◆ What you are asked to do
Every entry is to be set down a second time, precisely as written.

Data extract section start

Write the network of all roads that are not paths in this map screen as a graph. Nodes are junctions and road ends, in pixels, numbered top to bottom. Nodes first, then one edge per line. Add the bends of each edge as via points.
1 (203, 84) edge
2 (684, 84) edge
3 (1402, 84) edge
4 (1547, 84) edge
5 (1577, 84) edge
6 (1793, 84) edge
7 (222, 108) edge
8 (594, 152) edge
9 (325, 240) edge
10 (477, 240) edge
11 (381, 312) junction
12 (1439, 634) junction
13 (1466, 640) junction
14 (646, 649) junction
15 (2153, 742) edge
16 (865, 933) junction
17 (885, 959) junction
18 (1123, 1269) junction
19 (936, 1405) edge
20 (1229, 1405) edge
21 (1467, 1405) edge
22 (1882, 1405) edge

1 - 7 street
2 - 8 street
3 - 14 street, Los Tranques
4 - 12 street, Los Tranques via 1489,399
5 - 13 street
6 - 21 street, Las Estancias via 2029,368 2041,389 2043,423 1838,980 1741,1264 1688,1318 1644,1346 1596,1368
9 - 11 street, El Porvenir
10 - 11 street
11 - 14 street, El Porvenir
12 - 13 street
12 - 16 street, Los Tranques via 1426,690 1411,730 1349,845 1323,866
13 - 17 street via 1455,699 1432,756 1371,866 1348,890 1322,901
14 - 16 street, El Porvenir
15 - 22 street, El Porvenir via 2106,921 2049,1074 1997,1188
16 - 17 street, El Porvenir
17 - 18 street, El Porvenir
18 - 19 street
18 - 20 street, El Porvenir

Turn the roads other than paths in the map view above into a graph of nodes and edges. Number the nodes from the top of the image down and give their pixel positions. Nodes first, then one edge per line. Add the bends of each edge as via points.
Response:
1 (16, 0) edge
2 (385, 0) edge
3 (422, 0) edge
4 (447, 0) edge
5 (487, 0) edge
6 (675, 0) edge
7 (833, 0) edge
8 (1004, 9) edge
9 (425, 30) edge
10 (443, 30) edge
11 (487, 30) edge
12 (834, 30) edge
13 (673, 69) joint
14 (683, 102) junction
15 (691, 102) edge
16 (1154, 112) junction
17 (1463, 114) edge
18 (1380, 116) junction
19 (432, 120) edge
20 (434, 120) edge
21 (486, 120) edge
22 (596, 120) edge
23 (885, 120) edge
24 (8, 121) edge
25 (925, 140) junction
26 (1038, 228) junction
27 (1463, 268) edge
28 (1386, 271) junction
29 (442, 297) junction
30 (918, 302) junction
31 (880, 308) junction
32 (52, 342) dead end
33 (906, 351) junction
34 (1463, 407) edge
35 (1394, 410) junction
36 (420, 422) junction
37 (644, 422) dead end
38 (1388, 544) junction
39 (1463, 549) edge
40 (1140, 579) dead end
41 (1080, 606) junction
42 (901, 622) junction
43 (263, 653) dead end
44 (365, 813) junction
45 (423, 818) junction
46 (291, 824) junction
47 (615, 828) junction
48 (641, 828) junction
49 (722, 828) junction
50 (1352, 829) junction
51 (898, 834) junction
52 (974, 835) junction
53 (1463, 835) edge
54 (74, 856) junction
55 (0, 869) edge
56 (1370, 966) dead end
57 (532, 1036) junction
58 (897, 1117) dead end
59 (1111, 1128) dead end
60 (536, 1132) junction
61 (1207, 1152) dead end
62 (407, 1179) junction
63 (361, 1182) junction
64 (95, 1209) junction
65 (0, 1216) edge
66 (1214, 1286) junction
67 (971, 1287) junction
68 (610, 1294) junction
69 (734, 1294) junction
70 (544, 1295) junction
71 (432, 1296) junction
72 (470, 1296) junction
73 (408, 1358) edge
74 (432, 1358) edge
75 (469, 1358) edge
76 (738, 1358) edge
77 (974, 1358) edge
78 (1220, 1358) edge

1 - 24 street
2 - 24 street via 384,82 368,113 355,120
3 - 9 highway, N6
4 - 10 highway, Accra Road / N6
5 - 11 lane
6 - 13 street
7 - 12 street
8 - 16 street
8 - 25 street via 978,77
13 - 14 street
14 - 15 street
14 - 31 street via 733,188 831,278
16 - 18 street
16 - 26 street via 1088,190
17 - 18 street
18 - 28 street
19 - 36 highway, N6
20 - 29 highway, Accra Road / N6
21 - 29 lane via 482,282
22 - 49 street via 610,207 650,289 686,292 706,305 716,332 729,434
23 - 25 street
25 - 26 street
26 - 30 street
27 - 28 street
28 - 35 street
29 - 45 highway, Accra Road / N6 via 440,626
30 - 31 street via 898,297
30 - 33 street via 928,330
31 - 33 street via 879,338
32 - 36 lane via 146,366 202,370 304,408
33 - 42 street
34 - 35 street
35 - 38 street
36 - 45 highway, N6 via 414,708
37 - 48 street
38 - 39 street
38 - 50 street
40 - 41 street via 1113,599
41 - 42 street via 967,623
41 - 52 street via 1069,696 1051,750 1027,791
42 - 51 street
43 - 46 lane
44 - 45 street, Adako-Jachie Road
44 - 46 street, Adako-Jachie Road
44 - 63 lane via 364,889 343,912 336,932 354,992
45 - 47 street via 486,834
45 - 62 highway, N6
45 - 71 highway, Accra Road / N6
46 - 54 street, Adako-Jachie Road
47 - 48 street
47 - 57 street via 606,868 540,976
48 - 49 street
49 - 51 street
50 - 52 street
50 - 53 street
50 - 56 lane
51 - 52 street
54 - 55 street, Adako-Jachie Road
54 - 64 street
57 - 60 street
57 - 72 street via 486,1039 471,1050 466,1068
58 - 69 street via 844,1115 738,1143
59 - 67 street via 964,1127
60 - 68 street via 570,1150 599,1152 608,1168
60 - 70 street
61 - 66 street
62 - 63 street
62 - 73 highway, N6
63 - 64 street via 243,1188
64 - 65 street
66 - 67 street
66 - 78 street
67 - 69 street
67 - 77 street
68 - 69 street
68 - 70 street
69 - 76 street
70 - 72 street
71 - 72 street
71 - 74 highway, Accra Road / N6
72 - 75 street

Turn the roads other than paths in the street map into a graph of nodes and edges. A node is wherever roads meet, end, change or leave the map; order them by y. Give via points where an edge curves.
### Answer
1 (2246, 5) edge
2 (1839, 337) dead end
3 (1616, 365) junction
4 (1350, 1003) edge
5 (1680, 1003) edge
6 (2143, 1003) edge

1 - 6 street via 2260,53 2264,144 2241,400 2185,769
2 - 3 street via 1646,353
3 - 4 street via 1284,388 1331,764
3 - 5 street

Data extract section end

◆ Answer box
Write the network of all roads that are not paths in this map screen as a graph. Nodes are junctions and road ends, in pixels, numbered top to bottom. Nodes first, then one edge per line. Add the bends of each edge as via points.
1 (203, 84) edge
2 (684, 84) edge
3 (1402, 84) edge
4 (1547, 84) edge
5 (1577, 84) edge
6 (1793, 84) edge
7 (222, 108) edge
8 (594, 152) edge
9 (325, 240) edge
10 (477, 240) edge
11 (381, 312) junction
12 (1439, 634) junction
13 (1466, 640) junction
14 (646, 649) junction
15 (2153, 742) edge
16 (865, 933) junction
17 (885, 959) junction
18 (1123, 1269) junction
19 (936, 1405) edge
20 (1229, 1405) edge
21 (1467, 1405) edge
22 (1882, 1405) edge

1 - 7 street
2 - 8 street
3 - 14 street, Los Tranques
4 - 12 street, Los Tranques via 1489,399
5 - 13 street
6 - 21 street, Las Estancias via 2029,368 2041,389 2043,423 1838,980 1741,1264 1688,1318 1644,1346 1596,1368
9 - 11 street, El Porvenir
10 - 11 street
11 - 14 street, El Porvenir
12 - 13 street
12 - 16 street, Los Tranques via 1426,690 1411,730 1349,845 1323,866
13 - 17 street via 1455,699 1432,756 1371,866 1348,890 1322,901
14 - 16 street, El Porvenir
15 - 22 street, El Porvenir via 2106,921 2049,1074 1997,1188
16 - 17 street, El Porvenir
17 - 18 street, El Porvenir
18 - 19 street
18 - 20 street, El Porvenir

Turn the roads other than paths in the map view above into a graph of nodes and edges. Number the nodes from the top of the image down and give their pixel positions. Nodes first, then one edge per line. Add the bends of each edge as via points.
Response:
1 (16, 0) edge
2 (385, 0) edge
3 (422, 0) edge
4 (447, 0) edge
5 (487, 0) edge
6 (675, 0) edge
7 (833, 0) edge
8 (1004, 9) edge
9 (425, 30) edge
10 (443, 30) edge
11 (487, 30) edge
12 (834, 30) edge
13 (673, 69) joint
14 (683, 102) junction
15 (691, 102) edge
16 (1154, 112) junction
17 (1463, 114) edge
18 (1380, 116) junction
19 (432, 120) edge
20 (434, 120) edge
21 (486, 120) edge
22 (596, 120) edge
23 (885, 120) edge
24 (8, 121) edge
25 (925, 140) junction
26 (1038, 228) junction
27 (1463, 268) edge
28 (1386, 271) junction
29 (442, 297) junction
30 (918, 302) junction
31 (880, 308) junction
32 (52, 342) dead end
33 (906, 351) junction
34 (1463, 407) edge
35 (1394, 410) junction
36 (420, 422) junction
37 (644, 422) dead end
38 (1388, 544) junction
39 (1463, 549) edge
40 (1140, 579) dead end
41 (1080, 606) junction
42 (901, 622) junction
43 (263, 653) dead end
44 (365, 813) junction
45 (423, 818) junction
46 (291, 824) junction
47 (615, 828) junction
48 (641, 828) junction
49 (722, 828) junction
50 (1352, 829) junction
51 (898, 834) junction
52 (974, 835) junction
53 (1463, 835) edge
54 (74, 856) junction
55 (0, 869) edge
56 (1370, 966) dead end
57 (532, 1036) junction
58 (897, 1117) dead end
59 (1111, 1128) dead end
60 (536, 1132) junction
61 (1207, 1152) dead end
62 (407, 1179) junction
63 (361, 1182) junction
64 (95, 1209) junction
65 (0, 1216) edge
66 (1214, 1286) junction
67 (971, 1287) junction
68 (610, 1294) junction
69 (734, 1294) junction
70 (544, 1295) junction
71 (432, 1296) junction
72 (470, 1296) junction
73 (408, 1358) edge
74 (432, 1358) edge
75 (469, 1358) edge
76 (738, 1358) edge
77 (974, 1358) edge
78 (1220, 1358) edge

1 - 24 street
2 - 24 street via 384,82 368,113 355,120
3 - 9 highway, N6
4 - 10 highway, Accra Road / N6
5 - 11 lane
6 - 13 street
7 - 12 street
8 - 16 street
8 - 25 street via 978,77
13 - 14 street
14 - 15 street
14 - 31 street via 733,188 831,278
16 - 18 street
16 - 26 street via 1088,190
17 - 18 street
18 - 28 street
19 - 36 highway, N6
20 - 29 highway, Accra Road / N6
21 - 29 lane via 482,282
22 - 49 street via 610,207 650,289 686,292 706,305 716,332 729,434
23 - 25 street
25 - 26 street
26 - 30 street
27 - 28 street
28 - 35 street
29 - 45 highway, Accra Road / N6 via 440,626
30 - 31 street via 898,297
30 - 33 street via 928,330
31 - 33 street via 879,338
32 - 36 lane via 146,366 202,370 304,408
33 - 42 street
34 - 35 street
35 - 38 street
36 - 45 highway, N6 via 414,708
37 - 48 street
38 - 39 street
38 - 50 street
40 - 41 street via 1113,599
41 - 42 street via 967,623
41 - 52 street via 1069,696 1051,750 1027,791
42 - 51 street
43 - 46 lane
44 - 45 street, Adako-Jachie Road
44 - 46 street, Adako-Jachie Road
44 - 63 lane via 364,889 343,912 336,932 354,992
45 - 47 street via 486,834
45 - 62 highway, N6
45 - 71 highway, Accra Road / N6
46 - 54 street, Adako-Jachie Road
47 - 48 street
47 - 57 street via 606,868 540,976
48 - 49 street
49 - 51 street
50 - 52 street
50 - 53 street
50 - 56 lane
51 - 52 street
54 - 55 street, Adako-Jachie Road
54 - 64 street
57 - 60 street
57 - 72 street via 486,1039 471,1050 466,1068
58 - 69 street via 844,1115 738,1143
59 - 67 street via 964,1127
60 - 68 street via 570,1150 599,1152 608,1168
60 - 70 street
61 - 66 street
62 - 63 street
62 - 73 highway, N6
63 - 64 street via 243,1188
64 - 65 street
66 - 67 street
66 - 78 street
67 - 69 street
67 - 77 street
68 - 69 street
68 - 70 street
69 - 76 street
70 - 72 street
71 - 72 street
71 - 74 highway, Accra Road / N6
72 - 75 street

Turn the roads other than paths in the street map into a graph of nodes and edges. A node is wherever roads meet, end, change or leave the map; order them by y. Give via points where an edge curves.
### Answer
1 (2246, 5) edge
2 (1839, 337) dead end
3 (1616, 365) junction
4 (1350, 1003) edge
5 (1680, 1003) edge
6 (2143, 1003) edge

1 - 6 street via 2260,53 2264,144 2241,400 2185,769
2 - 3 street via 1646,353
3 - 4 street via 1284,388 1331,764
3 - 5 street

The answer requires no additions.